● DESCRIPTION OF THE TASK:
Whenever a line in the entries includes the word "list", copy that line out.

● MATERIAL TO PROCESS:
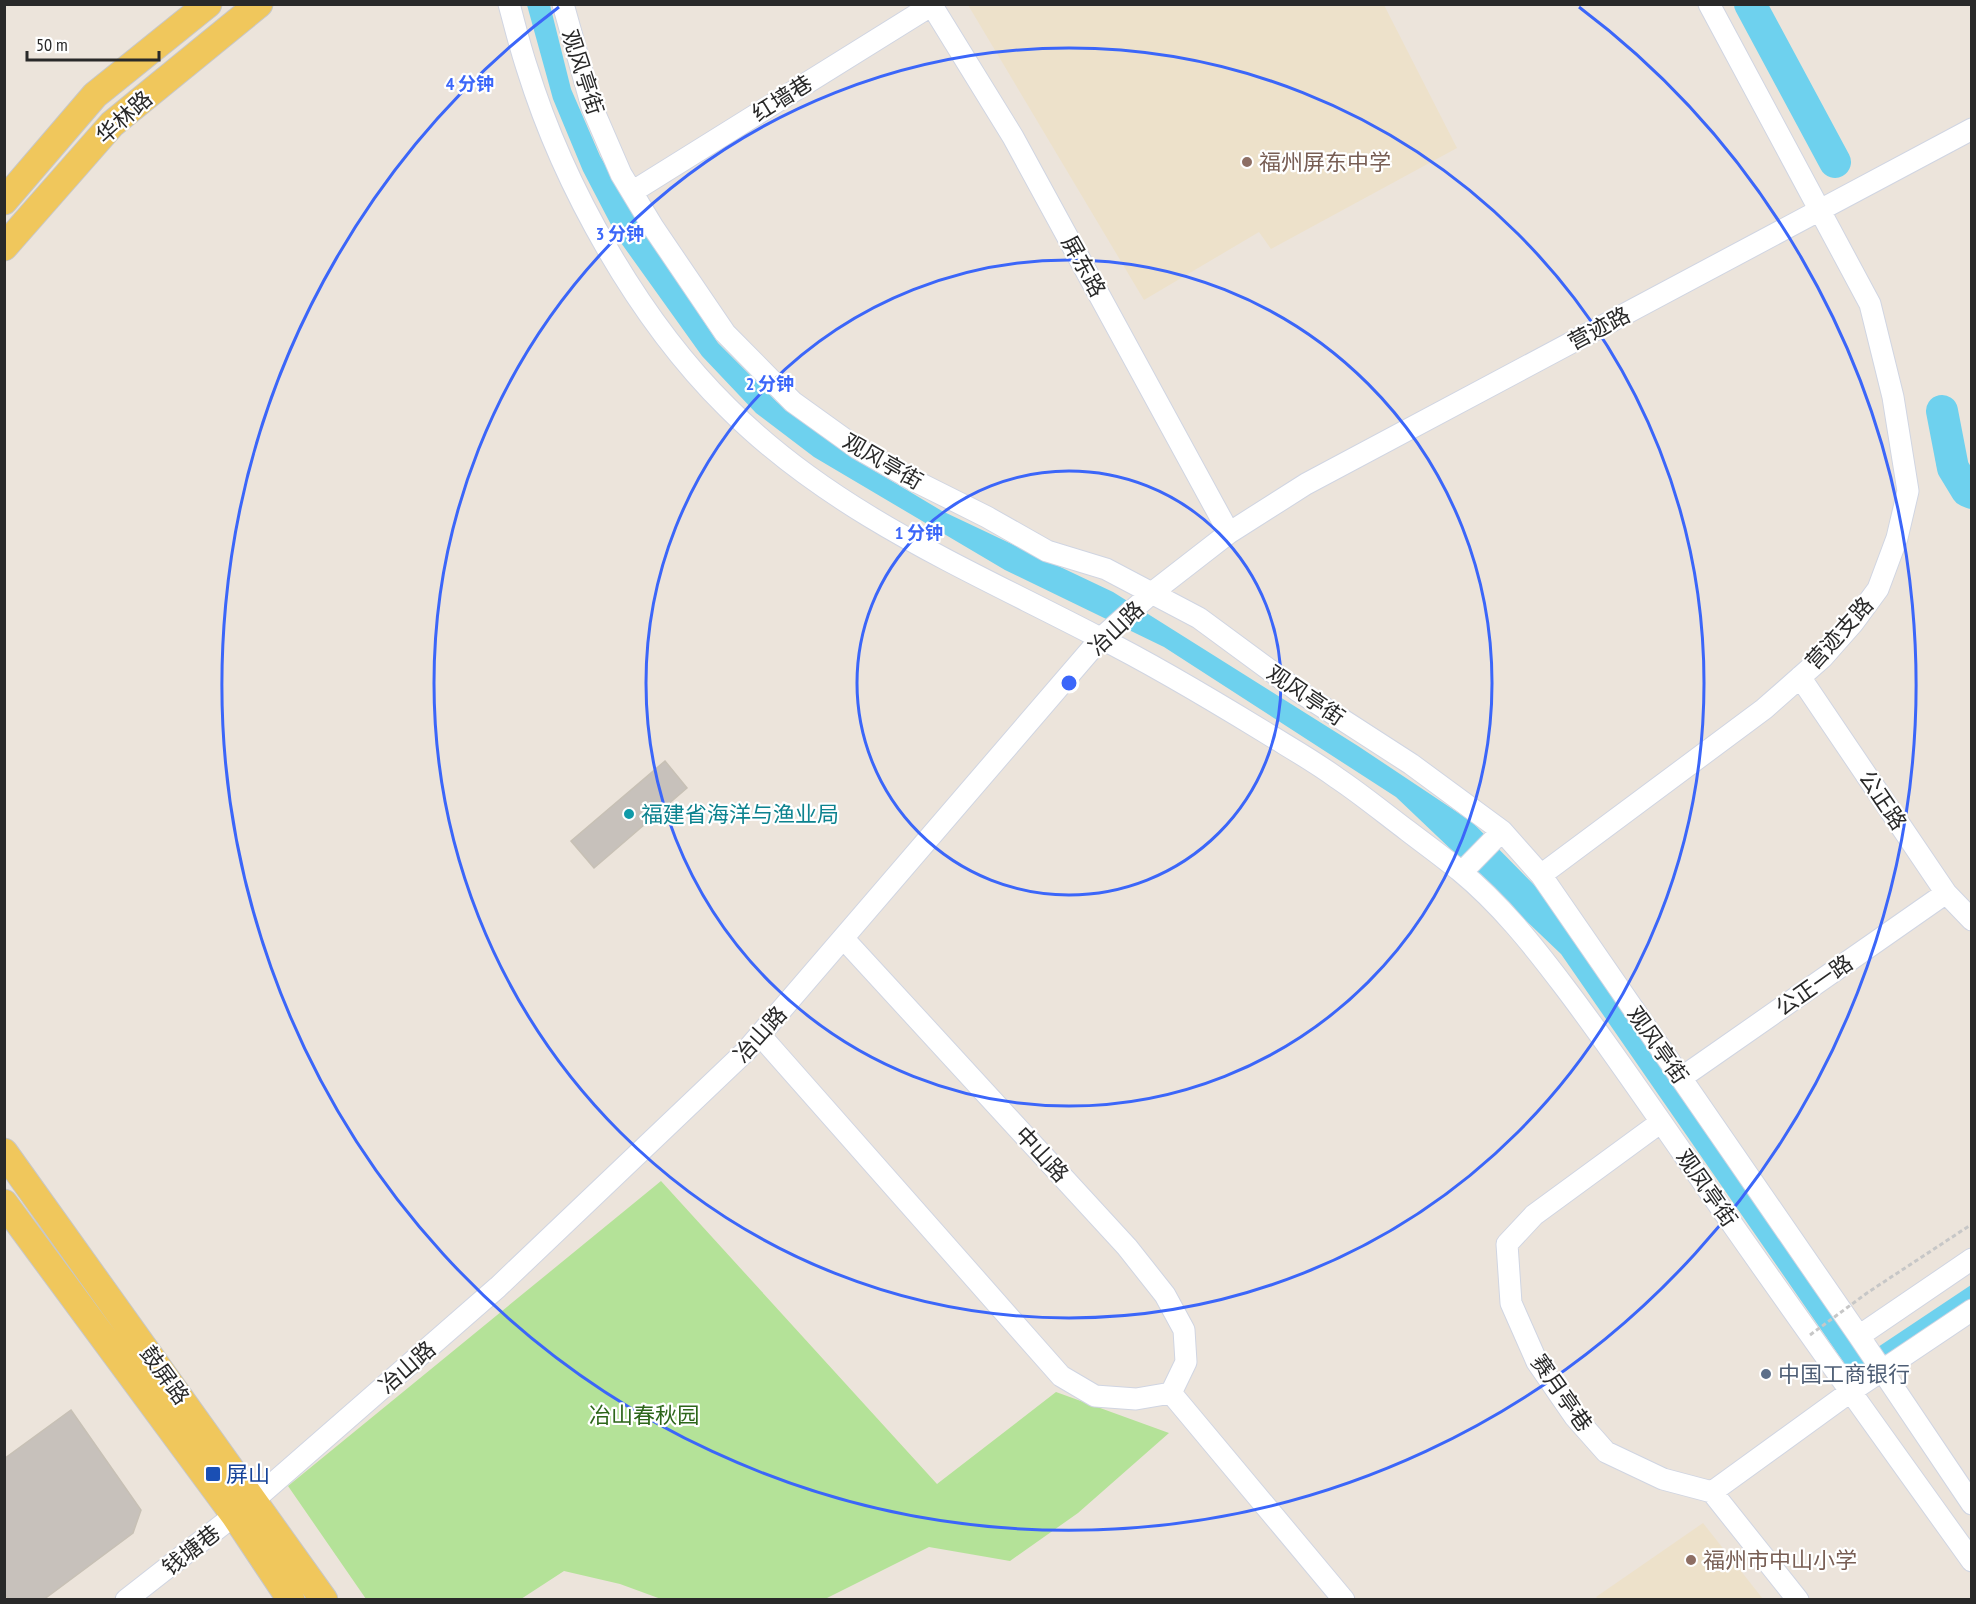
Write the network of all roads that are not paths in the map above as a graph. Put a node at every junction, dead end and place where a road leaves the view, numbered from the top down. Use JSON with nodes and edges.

...

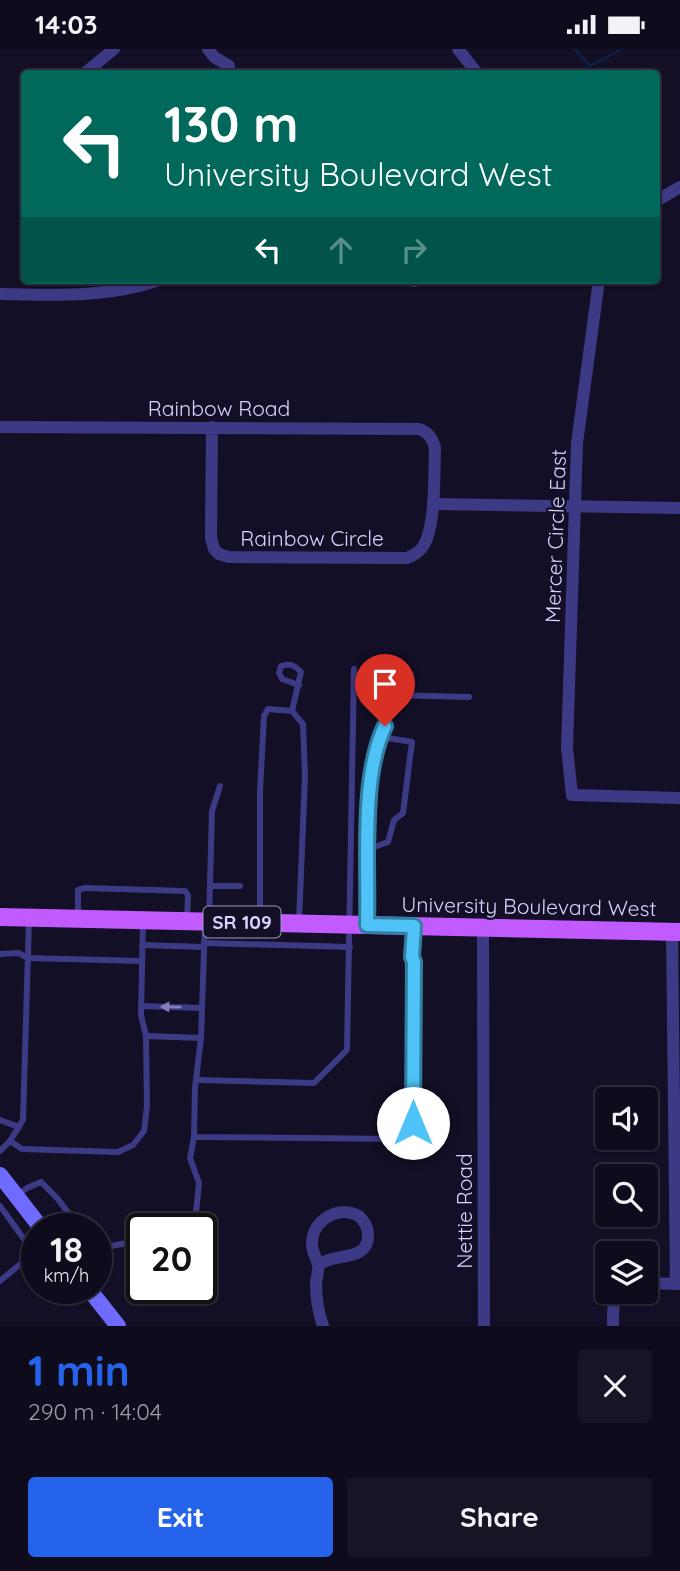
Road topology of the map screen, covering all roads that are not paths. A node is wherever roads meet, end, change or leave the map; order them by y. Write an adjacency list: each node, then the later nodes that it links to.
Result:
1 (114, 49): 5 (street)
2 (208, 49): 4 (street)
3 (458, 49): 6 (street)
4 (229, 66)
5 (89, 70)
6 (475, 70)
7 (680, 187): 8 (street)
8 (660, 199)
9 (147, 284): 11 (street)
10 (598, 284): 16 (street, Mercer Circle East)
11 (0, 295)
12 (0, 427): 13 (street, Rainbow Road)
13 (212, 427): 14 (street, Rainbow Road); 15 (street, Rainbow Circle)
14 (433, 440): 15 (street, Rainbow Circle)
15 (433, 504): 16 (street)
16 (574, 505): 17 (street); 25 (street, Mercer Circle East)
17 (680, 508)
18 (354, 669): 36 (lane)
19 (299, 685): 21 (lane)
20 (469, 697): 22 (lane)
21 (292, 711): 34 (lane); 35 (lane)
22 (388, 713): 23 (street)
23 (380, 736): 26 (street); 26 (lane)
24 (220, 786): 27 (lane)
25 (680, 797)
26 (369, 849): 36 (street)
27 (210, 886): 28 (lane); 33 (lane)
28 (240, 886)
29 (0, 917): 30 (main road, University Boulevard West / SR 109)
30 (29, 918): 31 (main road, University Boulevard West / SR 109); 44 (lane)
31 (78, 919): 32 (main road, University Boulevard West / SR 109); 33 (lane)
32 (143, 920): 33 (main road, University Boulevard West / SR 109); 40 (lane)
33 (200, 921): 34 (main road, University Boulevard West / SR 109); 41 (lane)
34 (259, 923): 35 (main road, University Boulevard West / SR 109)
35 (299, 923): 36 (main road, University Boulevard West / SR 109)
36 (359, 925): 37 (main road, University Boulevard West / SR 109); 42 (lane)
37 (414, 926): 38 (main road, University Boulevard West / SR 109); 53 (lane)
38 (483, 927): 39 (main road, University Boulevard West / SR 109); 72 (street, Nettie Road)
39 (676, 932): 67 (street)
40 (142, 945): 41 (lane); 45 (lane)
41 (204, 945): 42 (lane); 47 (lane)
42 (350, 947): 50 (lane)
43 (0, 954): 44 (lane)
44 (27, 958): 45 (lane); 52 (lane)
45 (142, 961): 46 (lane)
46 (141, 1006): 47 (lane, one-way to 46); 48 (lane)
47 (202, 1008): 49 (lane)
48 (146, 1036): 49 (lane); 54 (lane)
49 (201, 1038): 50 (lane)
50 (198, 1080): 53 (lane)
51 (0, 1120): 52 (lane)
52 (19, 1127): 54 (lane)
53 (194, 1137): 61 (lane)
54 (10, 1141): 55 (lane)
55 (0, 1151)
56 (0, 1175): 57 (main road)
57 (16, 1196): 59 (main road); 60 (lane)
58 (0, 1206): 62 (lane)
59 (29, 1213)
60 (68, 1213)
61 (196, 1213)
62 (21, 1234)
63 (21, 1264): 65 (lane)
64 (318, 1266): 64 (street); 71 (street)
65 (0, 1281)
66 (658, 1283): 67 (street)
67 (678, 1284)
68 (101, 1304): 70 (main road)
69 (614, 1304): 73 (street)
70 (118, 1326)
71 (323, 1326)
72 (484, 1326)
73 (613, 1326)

==

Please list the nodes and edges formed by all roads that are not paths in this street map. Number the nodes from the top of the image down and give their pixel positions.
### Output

● REPLY:
Road topology of the map screen, covering all roads that are not paths. A node is wherever roads meet, end, change or leave the map; order them by y. Write an adjacency list: each node, then the later nodes that it links to.
Please list the nodes and edges formed by all roads that are not paths in this street map. Number the nodes from the top of the image down and give their pixel positions.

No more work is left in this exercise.